Data Access⚓︎
The Data Access provides standards-based services for access to platform hosted data - including OGC WMS/WMTS for visualisation, and OGC WCS for data retrieval. This component also includes Harvester and Registrar services to discover/watch the existing data holding of the infrastructure data layer and populate/maintain the data access and resource catalogue services accordingly.
Helm Chart⚓︎
The Data Access is deployed via the data-access
helm chart from the EOEPCA Helm Chart Repository.
The chart is configured via values that are supplied with the instantiation of the helm release. The EOEPCA data-access
chart provides a thin wrapper around the EOX View Server (vs
) helm chart. The documentation for the View Server can be found here:
- User Guide: https://vs.pages.eox.at/documentation/user/main/
- Operator Guide: https://vs.pages.eox.at/documentation/operator/main/
helm install --version 1.3.1 --values data-access-values.yaml \
--repo https://eoepca.github.io/helm-charts \
data-access data-access
Values⚓︎
The Data Access supports many values to configure the service. These are documented in full in the View Server - Operator Guide Configuration page.
Core Configuration⚓︎
Typically, values for the following attributes may be specified to override the chart defaults:
- The fully-qualified public URL for the service, ref. (
global.ingress.hosts.host[0]
) - Metadata describing the service instance
- Dynamic provisioning StorageClass for persistence
- Persistent Volume Claims for
database
andredis
components - Object storage details for
data
andcache
- Container images for
renderer
andregistrar
- (optional) Specification of Ingress for reverse-proxy access to the service
Note that this is only required in the case that the Data Access will not be protected by theresource-guard
component - ref. Resource Protection. Otherwise the ingress will be handled by theresource-guard
- useingress.enabled: false
.
global:
env:
REGISTRAR_REPLACE: "true"
CPL_VSIL_CURL_ALLOWED_EXTENSIONS: .TIF,.tif,.xml,.jp2,.jpg,.jpeg
AWS_HTTPS: "FALSE"
startup_scripts:
- /registrar_pycsw/registrar_pycsw/initialize-collections.sh
ingress:
enabled: true
annotations:
kubernetes.io/ingress.class: nginx
kubernetes.io/tls-acme: "true"
nginx.ingress.kubernetes.io/proxy-read-timeout: "600"
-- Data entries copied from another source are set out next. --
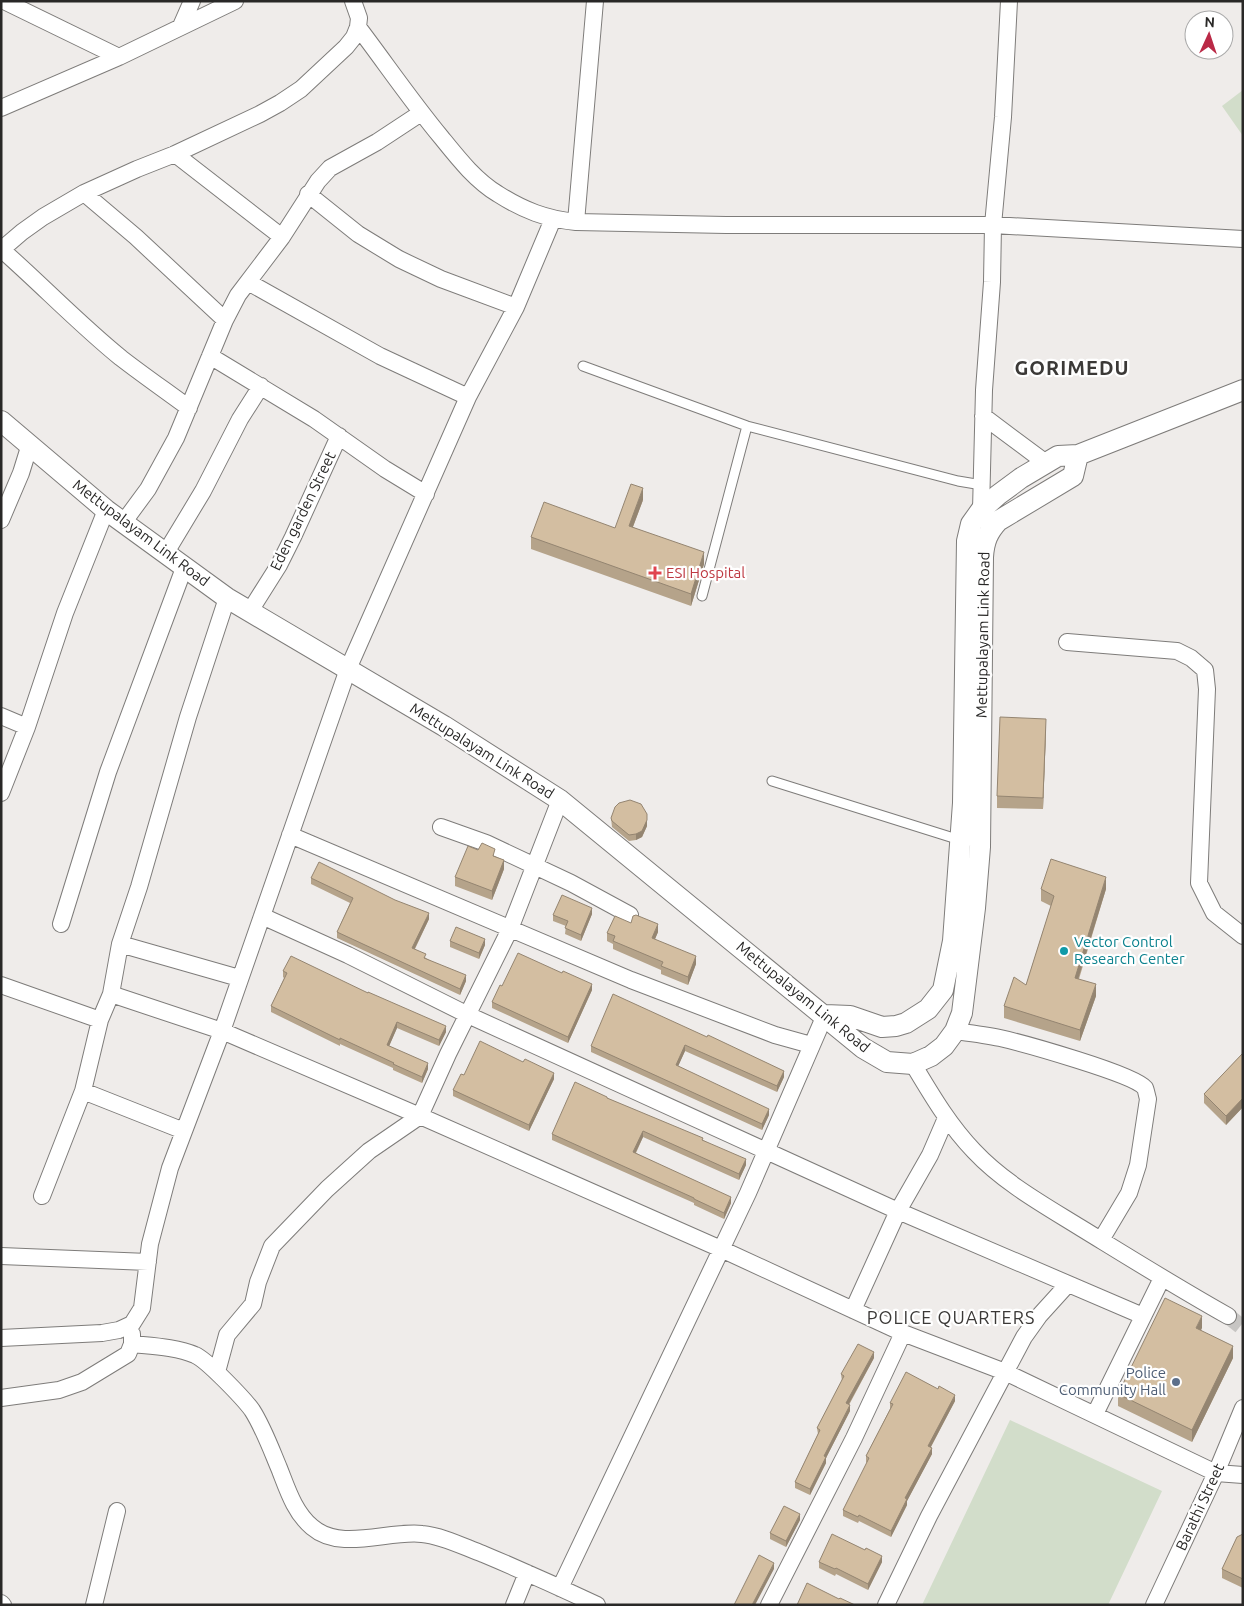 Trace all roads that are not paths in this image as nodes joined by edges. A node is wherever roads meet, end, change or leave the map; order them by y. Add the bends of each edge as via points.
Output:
1 (4, 1) edge
2 (192, 1) edge
3 (235, 1) edge
4 (353, 1) edge
5 (595, 1) edge
6 (1009, 1) edge
7 (181, 26) junction
8 (358, 27) junction
9 (119, 57) junction
10 (1, 108) edge
11 (421, 113) junction
12 (175, 154) junction
13 (84, 193) junction
14 (308, 194) junction
15 (553, 219) junction
16 (576, 222) junction
17 (993, 224) junction
18 (282, 237) junction
19 (1243, 239) edge
20 (1, 250) edge
21 (248, 282) junction
22 (516, 307) junction
23 (225, 320) junction
24 (210, 356) junction
25 (583, 366) dead end
26 (261, 386) junction
27 (1243, 390) edge
28 (468, 397) junction
29 (189, 408) junction
30 (983, 416) junction
31 (1, 421) edge
32 (747, 426) junction
33 (339, 436) junction
34 (30, 444) junction
35 (1078, 455) junction
36 (1046, 463) junction
37 (982, 485) junction
38 (426, 494) junction
39 (106, 510) junction
40 (981, 510) junction
41 (1, 520) edge
42 (123, 523) junction
43 (165, 554) junction
44 (184, 568) junction
45 (702, 596) dead end
46 (227, 598) junction
47 (250, 611) junction
48 (1067, 642) dead end
49 (348, 669) junction
50 (1, 716) edge
51 (27, 728) junction
52 (772, 781) dead end
53 (1, 794) edge
54 (560, 800) junction
55 (441, 826) dead end
56 (290, 835) junction
57 (961, 840) junction
58 (535, 866) junction
59 (630, 915) dead end
60 (262, 916) junction
61 (61, 924) dead end
62 (510, 929) junction
63 (1243, 936) edge
64 (120, 944) junction
65 (239, 978) junction
66 (3, 990) edge
67 (111, 994) junction
68 (468, 1015) junction
69 (825, 1015) junction
70 (100, 1020) junction
71 (222, 1030) junction
72 (955, 1031) junction
73 (811, 1045) junction
74 (913, 1064) junction
75 (83, 1091) junction
76 (420, 1116) junction
77 (946, 1118) junction
78 (184, 1131) junction
79 (766, 1151) junction
80 (42, 1196) dead end
81 (898, 1211) junction
82 (1101, 1240) junction
83 (721, 1249) junction
84 (1, 1256) edge
85 (148, 1262) junction
86 (1162, 1278) junction
87 (1068, 1284) junction
88 (853, 1310) junction
89 (1144, 1316) junction
90 (1228, 1316) tunnel mouth
91 (132, 1324) junction
92 (903, 1333) junction
93 (1, 1338) edge
94 (132, 1344) junction
95 (217, 1372) junction
96 (1005, 1372) junction
97 (1, 1398) edge
98 (1243, 1408) edge
99 (1095, 1414) junction
100 (1216, 1474) junction
101 (1243, 1475) edge
102 (117, 1511) dead end
103 (527, 1573) junction
104 (560, 1588) junction
105 (94, 1605) edge
106 (514, 1605) edge
107 (597, 1605) edge
108 (769, 1605) edge
109 (886, 1605) edge
110 (1154, 1605) edge

1 - 9 street
2 - 7 street
3 - 7 street
4 - 8 street via 359,18
5 - 16 street
6 - 17 street
7 - 9 street
8 - 11 street
8 - 12 street via 346,47 294,94 260,114
9 - 10 street
11 - 14 street via 330,168
11 - 15 street via 467,169 497,194 528,211
12 - 13 street
12 - 18 street
13 - 20 street via 43,217
13 - 23 street
14 - 18 street
14 - 22 street via 358,234 398,259
15 - 16 street
15 - 22 street
16 - 17 street
17 - 19 street
17 - 30 street
18 - 21 street
20 - 29 street via 121,358
21 - 23 street
21 - 28 street via 380,356
22 - 28 street
23 - 24 street
24 - 26 street
24 - 29 street
25 - 32 lane
26 - 33 street
26 - 43 street via 235,426 199,498
27 - 35 street
28 - 38 street
29 - 42 street via 152,482
30 - 36 street
30 - 37 street
31 - 34 street, Mettupalayam Link Road
32 - 37 lane
32 - 45 lane
33 - 38 street
33 - 47 street, Eden garden Street via 294,537
34 - 39 street, Mettupalayam Link Road
34 - 41 street
35 - 36 street via 1058,456
35 - 72 street, Mettupalayam Link Road via 1073,476 998,521 984,541 980,847 962,1012
36 - 40 street
37 - 40 street
38 - 49 street
39 - 42 street, Mettupalayam Link Road
39 - 51 street via 65,613
40 - 57 street via 971,524 967,541
42 - 43 street, Mettupalayam Link Road
43 - 44 street, Mettupalayam Link Road
44 - 46 street, Mettupalayam Link Road
44 - 61 street via 108,772
46 - 47 street, Mettupalayam Link Road
46 - 64 street
47 - 49 street, Mettupalayam Link Road
48 - 63 street via 1177,651 1205,670 1207,689 1199,883 1214,914
49 - 54 street, Mettupalayam Link Road
49 - 56 street
50 - 51 street
51 - 53 street
52 - 57 lane
54 - 58 street
54 - 69 street, Mettupalayam Link Road
55 - 58 street
56 - 60 street
56 - 62 street
57 - 69 street via 953,941 944,990 928,1010 896,1026 882,1027 850,1016
58 - 59 street
58 - 62 street
60 - 65 street
60 - 68 street
62 - 68 street
62 - 73 street via 640,984 775,1035
64 - 65 street
64 - 67 street
65 - 71 street
66 - 70 street
67 - 70 street
67 - 71 street
68 - 76 street
68 - 79 street
69 - 73 street
69 - 74 street, Mettupalayam Link Road via 863,1048 887,1062
70 - 75 street
71 - 76 street
71 - 78 street
72 - 74 street, Mettupalayam Link Road via 944,1046
72 - 82 street via 1001,1038 1040,1049 1115,1073 1145,1088 1148,1099 1138,1165 1129,1193
73 - 79 street
74 - 77 street
75 - 78 street
75 - 80 street
76 - 83 street
76 - 95 street via 369,1151 272,1246 253,1304 227,1335
77 - 81 street via 930,1155
77 - 82 street via 974,1151 1001,1175
78 - 85 street via 162,1197
79 - 81 street
79 - 83 street
81 - 87 street
81 - 88 street
82 - 86 street
83 - 88 street
83 - 104 street
84 - 85 street
85 - 91 street via 142,1308
86 - 89 street
86 - 90 street
87 - 89 street
87 - 96 street via 1039,1316
88 - 92 street
89 - 99 street
91 - 93 street via 102,1333
91 - 94 street
92 - 96 street
92 - 108 street
94 - 95 street via 196,1355
94 - 97 street via 128,1354 82,1382 60,1390
95 - 103 street via 252,1410 298,1511 312,1527 328,1536 356,1539 422,1534 451,1542
96 - 99 street
96 - 109 street
98 - 100 street, Barathi Street
99 - 100 street
100 - 101 street
100 - 110 street, Barathi Street
102 - 105 street
103 - 104 street
103 - 106 street
104 - 107 street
nginx.ingress.kubernetes.io/enable-cors: "true"
cert-manager.io/cluster-issuer: letsencrypt-production
hosts:
- host: data-access.192-168-49-2.nip.io
tls:
- hosts:
- data-access.192-168-49-2.nip.io
secretName: data-access-tls
storage:
data:
data:
type: S3
endpoint_url: http://data.cloudferro.com
access_key_id: access
secret_access_key: access
region_name: RegionOne
validate_bucket_name: false
cache:
type: S3
endpoint_url: "http://minio.192-168-49-2.nip.io"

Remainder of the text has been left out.